Are They Really Leak‑Tight?
The SKZ Plastics Center has developed a new testing method that significantly speeds up the determination of the permeability of plastic pipes. While conventional tests take several weeks or even months, the newly developed method delivers reliable measurement results within just a few hours. This opens up significant opportunities for pipe manufacturers in terms of quality assurance, testing costs, and development times.
[Translate to Englisch:] Messsystem für den Helium-Schnelltest, mit dem sowohl an flachen Proben (links) sowie an Rohrstücken (rechts) die Gasdurchlässigkeit mittels Helium bestimmt werden kann. (Foto: Luca Hoffmannbeck, SKZ)
SKZ Develops Accelerated Test Method for Pipe Permeation Properties
Plastic pipes are used for the safe transport of gases and liquids. Ideally, the transported medium reaches its destination completely and unchanged. In practice, however, even minor material permeability poses a significant challenge.

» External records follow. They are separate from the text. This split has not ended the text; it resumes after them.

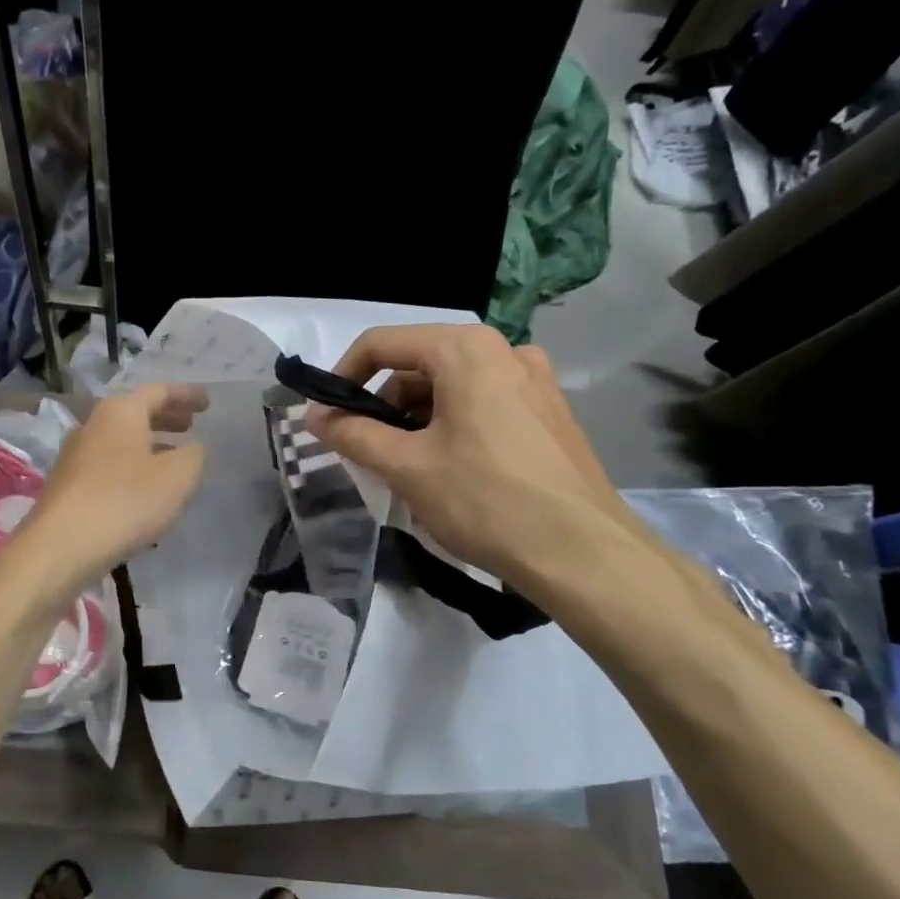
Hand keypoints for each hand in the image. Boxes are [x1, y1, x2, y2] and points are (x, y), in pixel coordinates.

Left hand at [16, 383, 207, 591]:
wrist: (62, 546)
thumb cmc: (126, 500)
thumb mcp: (178, 476)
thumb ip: (193, 455)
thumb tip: (191, 448)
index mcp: (120, 412)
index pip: (158, 392)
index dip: (186, 395)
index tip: (207, 403)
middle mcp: (92, 425)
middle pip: (135, 413)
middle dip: (165, 418)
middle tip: (189, 426)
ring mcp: (74, 456)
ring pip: (120, 441)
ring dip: (148, 444)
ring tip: (172, 459)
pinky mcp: (67, 486)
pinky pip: (108, 465)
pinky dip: (131, 467)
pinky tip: (143, 489)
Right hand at [306, 325, 632, 595]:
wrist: (584, 554)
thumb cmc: (485, 500)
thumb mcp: (406, 467)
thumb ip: (353, 434)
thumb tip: (315, 417)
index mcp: (465, 349)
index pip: (382, 344)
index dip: (343, 377)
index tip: (327, 417)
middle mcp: (503, 350)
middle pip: (418, 365)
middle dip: (383, 405)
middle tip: (366, 451)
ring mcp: (534, 380)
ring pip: (451, 387)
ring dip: (416, 420)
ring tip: (405, 468)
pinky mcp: (550, 412)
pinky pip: (483, 405)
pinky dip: (452, 426)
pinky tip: (449, 471)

So-called permeability—that is, a material’s ability to allow certain media to pass through—is therefore considered a key quality characteristic in pipe manufacturing and is tested in accordance with standards.
Standard-compliant permeation testing has been time-consuming to date
Testing the permeability of pipes according to DIN 53380-3. Due to the geometry, material thickness, and the required steady-state measurement conditions, these tests often take several weeks to months. This represents a significant time and cost factor, particularly in development, approval, and complaint resolution processes.

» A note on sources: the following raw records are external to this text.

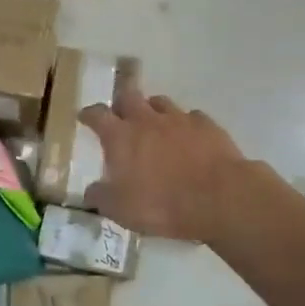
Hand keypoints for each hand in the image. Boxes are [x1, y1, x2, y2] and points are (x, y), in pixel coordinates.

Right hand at [81, 85, 248, 242]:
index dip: (89, 114)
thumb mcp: (120, 210)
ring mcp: (179, 119)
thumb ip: (101, 198)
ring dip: (153, 110)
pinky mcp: (207, 125)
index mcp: (120, 137)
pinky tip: (188, 137)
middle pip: (129, 95)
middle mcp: (147, 120)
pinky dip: (185, 124)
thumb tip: (90, 192)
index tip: (85, 117)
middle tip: (120, 113)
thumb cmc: (161, 204)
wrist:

IGF Project “Rohr-Perm” Enables Drastic Reduction in Testing Times
In the IGF project “Rohr-Perm” (Project No.: 01IF22636N), funded by the Federal Ministry for Economic Affairs and Energy, the SKZ in Würzburg developed an alternative testing concept. The goal was to significantly shorten the testing time required to determine the permeation properties of plastic pipes without compromising the reliability of the results.
Test approach based on planar specimens and validated correlations
At the heart of the new method is the examination of a planar chip taken from the pipe. Its permeability is determined using established test methods for flat specimens in accordance with DIN 53380-2, which allow for significantly shorter measurement times.
Using correlation factors determined and validated in the project, the permeability of the entire pipe can then be reliably calculated.
The correlation factors were systematically determined by comparing measurements on pipes and chips according to different standards, as well as using a rapid helium test developed at SKZ.
High correlation demonstrated for PE, PP, and PVC pipes
The investigations on pipes made of polyethylene (PE), polypropylene (PP), and polyvinyl chloride (PVC) showed a high degree of agreement between the measurement results from pipe and chip tests. Thus, the “Rohr-Perm” project makes a significant contribution to the accelerated and practical determination of the barrier properties of plastic pipes.
“Especially for PP and PVC, we were able to demonstrate a significant correlation of results when using identical measurement gases. The developed method enables the pipe industry, for example, to reduce measurement time from several weeks to a few hours when testing oxygen permeability,” explains Franziska Eichhorn, Senior Engineer at SKZ.
Greater efficiency and quality assurance for the pipe industry
The industrial benefits of the new testing method lie particularly in the significant reduction of testing times and costs, as well as in the possibility of using permeation tests more widely in quality assurance in the future.
“The project highlights the added value of methodological transfer. Established measurement methods from other product areas can—with appropriate validation—be successfully transferred to new applications. This often results in significant potential for efficiency gains and cost savings,” emphasizes Dr. Linda Mittelberg, Head of the Quality and Lifecycle Division at SKZ.
The “Rohr-Perm” project (grant number 01IF22636N) is funded by the Federal Ministry for Economic Affairs and Energy (BMWE) pursuant to a resolution of the German Bundestag.